Focusing on Hambleton, Richmondshire, northern parts of Craven and Ryedale, the A1 in Harrogate, and the A171 Moor Road corridor near Whitby, the operation aimed to ensure criminals could not prey on the county’s rural communities undetected.

From the evening of Wednesday 30 September 2020, into the early hours of this morning, 43 officers from North Yorkshire Police’s Neighbourhood Policing Teams and Rural Taskforce joined 51 Rural Watch volunteers on patrol as part of Operation Checkpoint.

Eighty-five per cent of North Yorkshire is classed as very rural or super-sparse, with a population density five times below the national average – highlighting the importance of information about suspicious activity from members of the public who know their local areas.

Operation Checkpoint aims to ensure these rural communities are ‘no-go areas’ for criminals.

Overnight, officers in North Yorkshire checked more than 80 vehicles, and carried out police checks on more than 20 people to ensure everything was in order. Those deterred by the operation included a group of suspected poachers in the Castleton area.

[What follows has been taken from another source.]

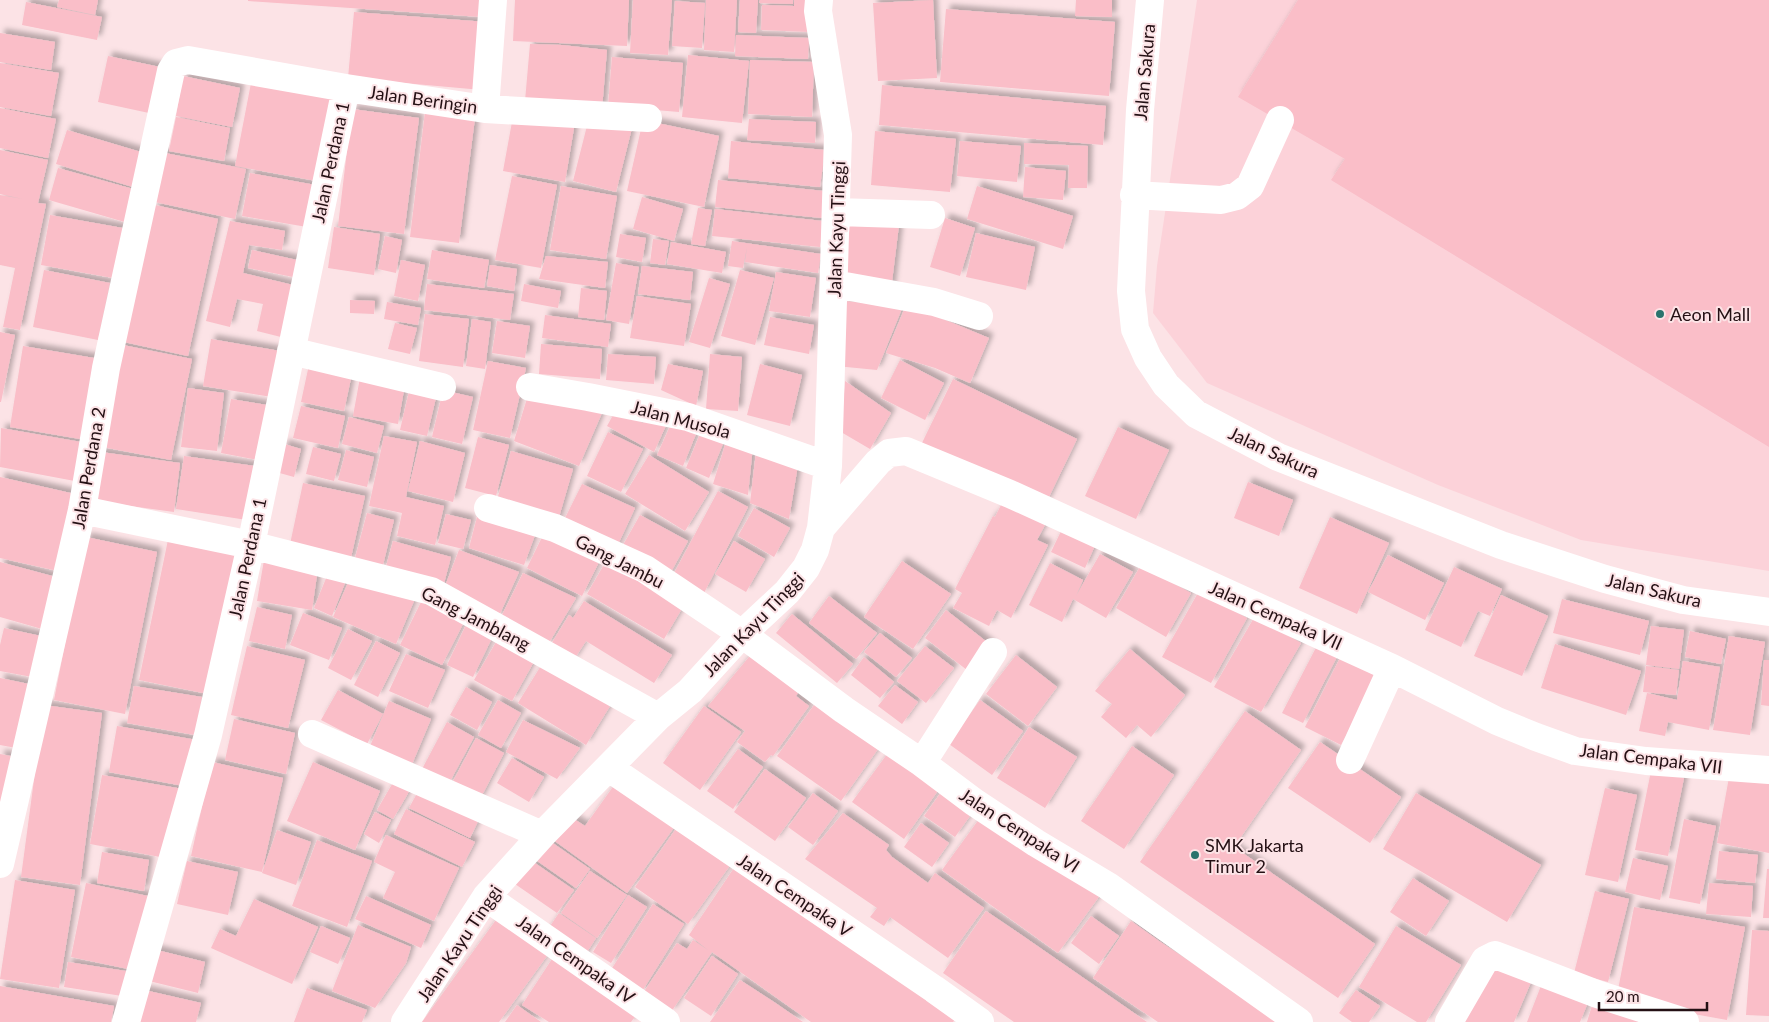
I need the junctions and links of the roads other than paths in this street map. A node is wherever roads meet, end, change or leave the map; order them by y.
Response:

North Yorkshire Police co-ordinated with colleagues in Cleveland, Durham, Cumbria, Lancashire and Northumbria to provide high-visibility crime-fighting coverage across the North of England.

Sergeant Stuart Grainger, of North Yorkshire Police’s Rural Taskforce, said: “All of us were policing the rural area, looking for cross-border thieves, fly-tippers, poachers, and drink drivers. We were supported by an excellent number of volunteer Rural Watch members, who worked into the early hours.”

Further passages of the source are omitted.